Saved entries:
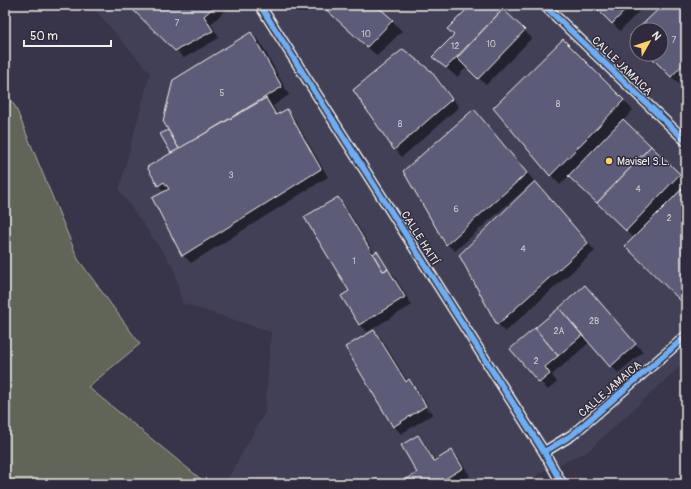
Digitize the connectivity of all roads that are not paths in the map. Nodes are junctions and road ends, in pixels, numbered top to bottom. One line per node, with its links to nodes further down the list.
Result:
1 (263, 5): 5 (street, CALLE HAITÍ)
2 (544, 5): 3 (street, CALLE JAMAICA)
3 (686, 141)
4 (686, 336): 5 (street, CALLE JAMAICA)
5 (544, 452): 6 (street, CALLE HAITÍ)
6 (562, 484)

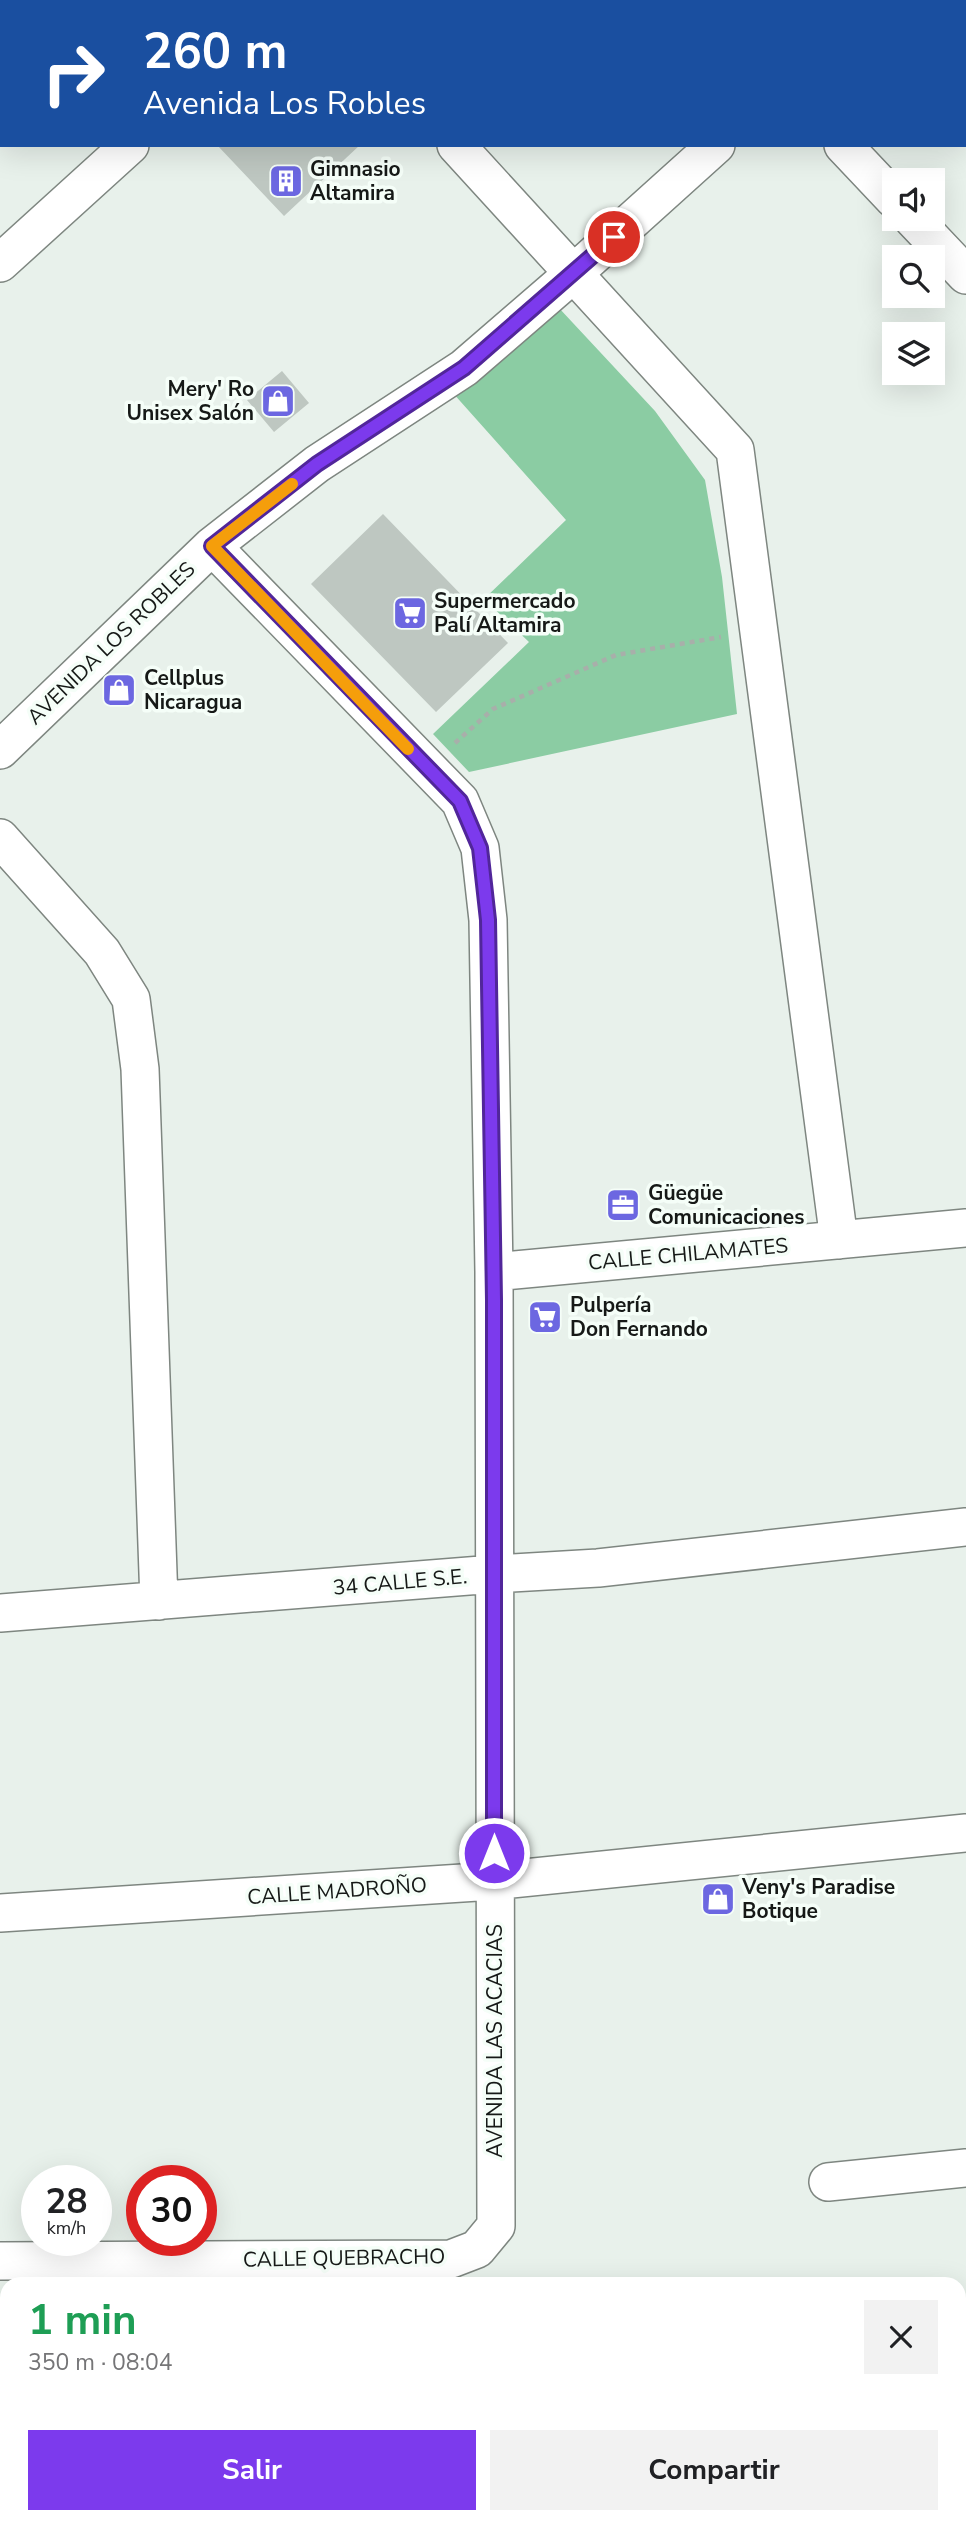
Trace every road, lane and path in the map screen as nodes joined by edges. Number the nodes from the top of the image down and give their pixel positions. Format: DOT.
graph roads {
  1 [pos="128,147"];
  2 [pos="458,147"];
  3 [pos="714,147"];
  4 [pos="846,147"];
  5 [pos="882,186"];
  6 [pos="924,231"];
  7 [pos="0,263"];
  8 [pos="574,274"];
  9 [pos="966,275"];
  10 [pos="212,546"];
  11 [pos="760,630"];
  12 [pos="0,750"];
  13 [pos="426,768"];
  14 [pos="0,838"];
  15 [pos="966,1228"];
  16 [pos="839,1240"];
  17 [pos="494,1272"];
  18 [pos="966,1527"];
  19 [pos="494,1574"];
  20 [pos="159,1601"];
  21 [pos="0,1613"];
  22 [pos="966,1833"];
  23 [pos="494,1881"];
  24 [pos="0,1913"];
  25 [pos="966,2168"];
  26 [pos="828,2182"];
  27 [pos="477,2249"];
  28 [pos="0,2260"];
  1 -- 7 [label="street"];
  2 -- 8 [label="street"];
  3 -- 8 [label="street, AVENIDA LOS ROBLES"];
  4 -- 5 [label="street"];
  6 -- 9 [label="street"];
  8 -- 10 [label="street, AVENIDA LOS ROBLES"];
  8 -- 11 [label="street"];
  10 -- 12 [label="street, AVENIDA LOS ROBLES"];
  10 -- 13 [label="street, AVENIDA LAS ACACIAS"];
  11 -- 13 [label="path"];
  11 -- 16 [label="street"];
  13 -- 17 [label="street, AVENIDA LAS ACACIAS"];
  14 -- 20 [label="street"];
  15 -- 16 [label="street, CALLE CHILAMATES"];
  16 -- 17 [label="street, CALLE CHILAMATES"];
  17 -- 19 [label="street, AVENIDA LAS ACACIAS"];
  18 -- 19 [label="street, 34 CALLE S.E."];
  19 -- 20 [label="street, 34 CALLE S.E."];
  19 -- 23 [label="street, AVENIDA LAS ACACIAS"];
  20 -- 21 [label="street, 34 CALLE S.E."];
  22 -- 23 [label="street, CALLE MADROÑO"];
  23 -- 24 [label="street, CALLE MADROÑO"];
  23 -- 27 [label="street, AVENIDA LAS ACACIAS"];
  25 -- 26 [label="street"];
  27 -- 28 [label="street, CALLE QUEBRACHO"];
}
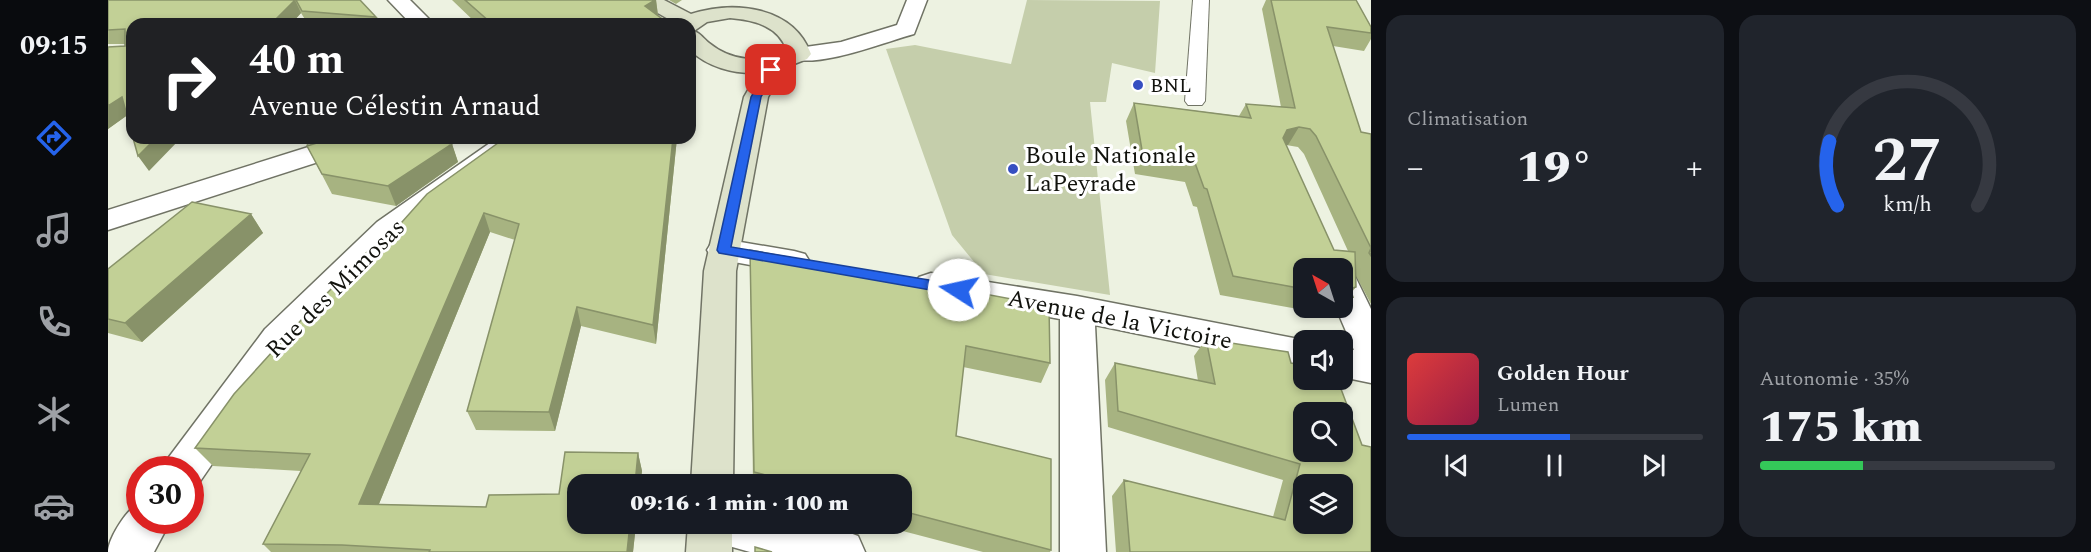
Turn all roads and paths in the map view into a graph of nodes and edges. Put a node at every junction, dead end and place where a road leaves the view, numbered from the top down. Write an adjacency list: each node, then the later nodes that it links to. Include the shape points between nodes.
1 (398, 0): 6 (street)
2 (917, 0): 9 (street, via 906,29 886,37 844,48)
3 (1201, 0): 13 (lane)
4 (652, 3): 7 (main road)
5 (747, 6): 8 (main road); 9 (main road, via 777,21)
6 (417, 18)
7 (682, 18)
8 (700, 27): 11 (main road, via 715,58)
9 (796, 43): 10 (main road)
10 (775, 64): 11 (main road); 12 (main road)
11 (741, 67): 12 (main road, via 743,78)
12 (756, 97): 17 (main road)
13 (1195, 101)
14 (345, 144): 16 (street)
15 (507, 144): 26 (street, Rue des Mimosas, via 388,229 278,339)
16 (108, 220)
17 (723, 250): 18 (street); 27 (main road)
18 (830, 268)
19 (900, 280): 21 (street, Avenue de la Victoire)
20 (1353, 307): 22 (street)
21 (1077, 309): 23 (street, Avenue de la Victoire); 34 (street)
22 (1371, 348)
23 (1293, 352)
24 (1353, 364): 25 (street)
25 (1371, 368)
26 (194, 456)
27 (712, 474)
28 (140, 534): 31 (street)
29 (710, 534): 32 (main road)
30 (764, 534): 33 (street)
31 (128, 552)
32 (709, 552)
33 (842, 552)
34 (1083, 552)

→ **Instructions for the task**
Each record above needs to be copied exactly, with images left out.

→ **Task response**
Digitize the connectivity of all roads that are not paths in the map. Nodes are junctions and road ends, in pixels, numbered top to bottom. One line per node, with its links to nodes further down the list.
Result:
1 (263, 5): 5 (street, CALLE HAITÍ)
2 (544, 5): 3 (street, CALLE JAMAICA)
3 (686, 141)
4 (686, 336): 5 (street, CALLE JAMAICA)
5 (544, 452): 6 (street, CALLE HAITÍ)
6 (562, 484)

Trace every road, lane and path in the map screen as nodes joined by edges. Number the nodes from the top of the image down and give their pixel positions. Format: DOT.
graph roads {
  1 [pos="128,147"];
  2 [pos="458,147"];
  3 [pos="714,147"];
  4 [pos="846,147"];
  5 [pos="882,186"];
  6 [pos="924,231"];
  7 [pos="0,263"];
  8 [pos="574,274"];
  9 [pos="966,275"];
  10 [pos="212,546"];
  11 [pos="760,630"];
  12 [pos="0,750"];
  13 [pos="426,768"];
  14 [pos="0,838"];
  15 [pos="966,1228"];
  16 [pos="839,1240"];
  17 [pos="494,1272"];
  18 [pos="966,1527"];
  19 [pos="494,1574"];
  20 [pos="159,1601"];
  21 [pos="0,1613"];
  22 [pos="966,1833"];
  23 [pos="494,1881"];
  24 [pos="0,1913"];
  25 [pos="966,2168"];
  26 [pos="828,2182"];
  27 [pos="477,2249"];
  28 [pos="0,2260"];
  1 -- 7 [label="street"];
  2 -- 8 [label="street"];
  3 -- 8 [label="street, AVENIDA LOS ROBLES"];
  4 -- 5 [label="street"];
  6 -- 9 [label="street"];
  8 -- 10 [label="street, AVENIDA LOS ROBLES"];
  8 -- 11 [label="street"];
  10 -- 12 [label="street, AVENIDA LOS ROBLES"];
  10 -- 13 [label="street, AVENIDA LAS ACACIAS"];
  11 -- 13 [label="path"];
  11 -- 16 [label="street"];
  13 -- 17 [label="street, AVENIDA LAS ACACIAS"];
  14 -- 20 [label="street"];
  15 -- 16 [label="street, CALLE CHILAMATES"];
  16 -- 17 [label="street, CALLE CHILAMATES"];
  17 -- 19 [label="street, AVENIDA LAS ACACIAS"];
  18 -- 19 [label="street, 34 CALLE S.E."];
  19 -- 20 [label="street, 34 CALLE S.E."];
  19 -- 23 [label="street, AVENIDA LAS ACACIAS"];
  20 -- 21 [label="street, 34 CALLE S.E."];
  22 -- 23 [label="street, CALLE MADROÑO"];
  23 -- 24 [label="street, CALLE MADROÑO"];
  23 -- 27 [label="street, AVENIDA LAS ACACIAS"];
  25 -- 26 [label="street"];
  27 -- 28 [label="street, CALLE QUEBRACHO"];
}
Turn all roads and paths in the map view into a graph of nodes and edges. Put a node at every junction, dead end and place where a road leaves the view, numbered from the top down. Write an adjacency list: each node, then the later nodes that it links to. Include the shape points between nodes.
1 (398, 0): 6 (street)
2 (917, 0): 9 (street, via 906,29 886,37 844,48)
3 (1201, 0): 13 (lane)
4 (652, 3): 7 (main road)
5 (747, 6): 8 (main road); 9 (main road, via 777,21)
6 (417, 18)
7 (682, 18)
8 (700, 27): 11 (main road, via 715,58)
9 (796, 43): 10 (main road)
10 (775, 64): 11 (main road); 12 (main road)
11 (741, 67): 12 (main road, via 743,78)
12 (756, 97): 17 (main road)
13 (1195, 101)
14 (345, 144): 16 (street)
15 (507, 144): 26 (street, Rue des Mimosas, via 388,229 278,339)
16 (108, 220)
17 (723, 250): 18 (street); 27 (main road)
18 (830, 268)
19 (900, 280): 21 (street, Avenue de la Victoire)
20 (1353, 307): 22 (street)
21 (1077, 309): 23 (street, Avenue de la Victoire); 34 (street)
22 (1371, 348)
23 (1293, 352)
24 (1353, 364): 25 (street)
25 (1371, 368)
26 (194, 456)
27 (712, 474)
28 (140, 534): 31 (street)
29 (710, 534): 32 (main road)
30 (764, 534): 33 (street)
31 (128, 552)
32 (709, 552)
33 (842, 552)
34 (1083, 552)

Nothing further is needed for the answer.